Une pompe à chaleur air-eau en rénovation, c'est le bon choix dans la grande majorité des projets — à condition d'aborder l'installation avec méthode. Le circuit de chauffage existant doit être nettoyé, l'alimentation électrique vérifiée, le ballon tampon dimensionné, les radiateurs évalués et la loi d'eau correctement paramétrée. Ce n'est pas le remplacement d'une chaudière à la va-vite : c'est une installation thermique complète, qui demande un installateur rigoureux et un projet de rénovation cohérent. Ceux qui le font dans les règles de l'art obtiennent un système de chauffage performant, durable, et significativement moins coûteux à l'usage qu'une ancienne chaudière fioul ou gaz.

Questions fréquemment posées

  • Q1. Peut-on installer une PAC air-eau dans un logement classé F ou G au DPE ?

    Techniquement oui, mais c'est risqué sans travaux d'isolation en parallèle. Dans un logement très mal isolé, la PAC devra fonctionner à des températures d'eau élevées en permanence, ce qui fait chuter son COP et peut générer une surconsommation électrique supérieure à ce que coûtait l'ancienne chaudière. Une rénovation énergétique cohérente commence par réduire les déperditions de chaleur avant d'optimiser le système de chauffage.
  • Q2. Faut-il changer tous les radiateurs quand on installe une PAC air-eau en rénovation ?

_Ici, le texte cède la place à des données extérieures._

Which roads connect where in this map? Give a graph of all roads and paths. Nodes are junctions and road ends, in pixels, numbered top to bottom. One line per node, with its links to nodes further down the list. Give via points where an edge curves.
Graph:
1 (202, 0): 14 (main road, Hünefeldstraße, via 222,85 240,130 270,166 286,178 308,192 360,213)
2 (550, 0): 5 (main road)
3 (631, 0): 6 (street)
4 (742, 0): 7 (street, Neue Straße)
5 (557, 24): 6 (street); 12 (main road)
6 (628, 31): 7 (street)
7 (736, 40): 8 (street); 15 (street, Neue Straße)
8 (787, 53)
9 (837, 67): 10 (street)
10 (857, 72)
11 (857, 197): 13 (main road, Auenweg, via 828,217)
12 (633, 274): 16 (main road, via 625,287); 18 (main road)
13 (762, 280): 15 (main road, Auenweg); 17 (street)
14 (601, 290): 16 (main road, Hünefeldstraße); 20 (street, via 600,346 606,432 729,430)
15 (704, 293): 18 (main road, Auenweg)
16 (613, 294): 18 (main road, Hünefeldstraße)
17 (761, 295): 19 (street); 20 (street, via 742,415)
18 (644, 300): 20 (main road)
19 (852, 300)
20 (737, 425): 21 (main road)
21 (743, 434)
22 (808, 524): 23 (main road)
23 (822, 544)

    Pas nécessairement. Si les radiateurs sont en acier ou en aluminium et correctement dimensionnés, une PAC basse ou moyenne température peut fonctionner sans les remplacer. Si les radiateurs sont des anciens modèles en fonte dimensionnés pour une eau à 75-80 °C, une PAC haute température est souvent plus adaptée, ou un remplacement partiel ciblé sur les pièces les plus grandes peut suffire.
  • Q3. Qu'est-ce que le ballon tampon et est-il obligatoire en rénovation ?

    Le ballon tampon est un réservoir d'eau intégré au circuit de chauffage qui augmente le volume d'eau disponible pour la PAC. Il protège le compresseur contre les démarrages et arrêts trop fréquents, améliore le confort et prolonge la durée de vie de l'appareil. Dans la plupart des rénovations avec radiateurs, où le volume d'eau du circuit est insuffisant, il est quasi-indispensable.
  • Q4. Pourquoi faut-il désembouer le circuit avant d'installer une pompe à chaleur ?

    Un vieux circuit de chauffage contient des dépôts de boues ferreuses accumulés au fil des années. Ces dépôts, s'ils ne sont pas éliminés avant l'installation de la PAC, migrent vers l'échangeur thermique de la pompe à chaleur, l'encrassent, font baisser les performances et peuvent provoquer une panne anticipée. Le désembouage préalable est une règle de l'art, et son absence peut annuler la garantie constructeur.
  • Q5. La PAC air-eau peut-elle assurer seule le chauffage et l'eau chaude sanitaire en rénovation ?

    Oui, c'est précisément l'un de ses atouts majeurs en rénovation. La pompe à chaleur air-eau produit à la fois la chaleur pour le circuit de chauffage central et l'eau chaude sanitaire via un ballon de stockage. Elle remplace ainsi complètement l'ancienne chaudière sur les deux fonctions, sans nécessiter de système complémentaire dans les cas courants.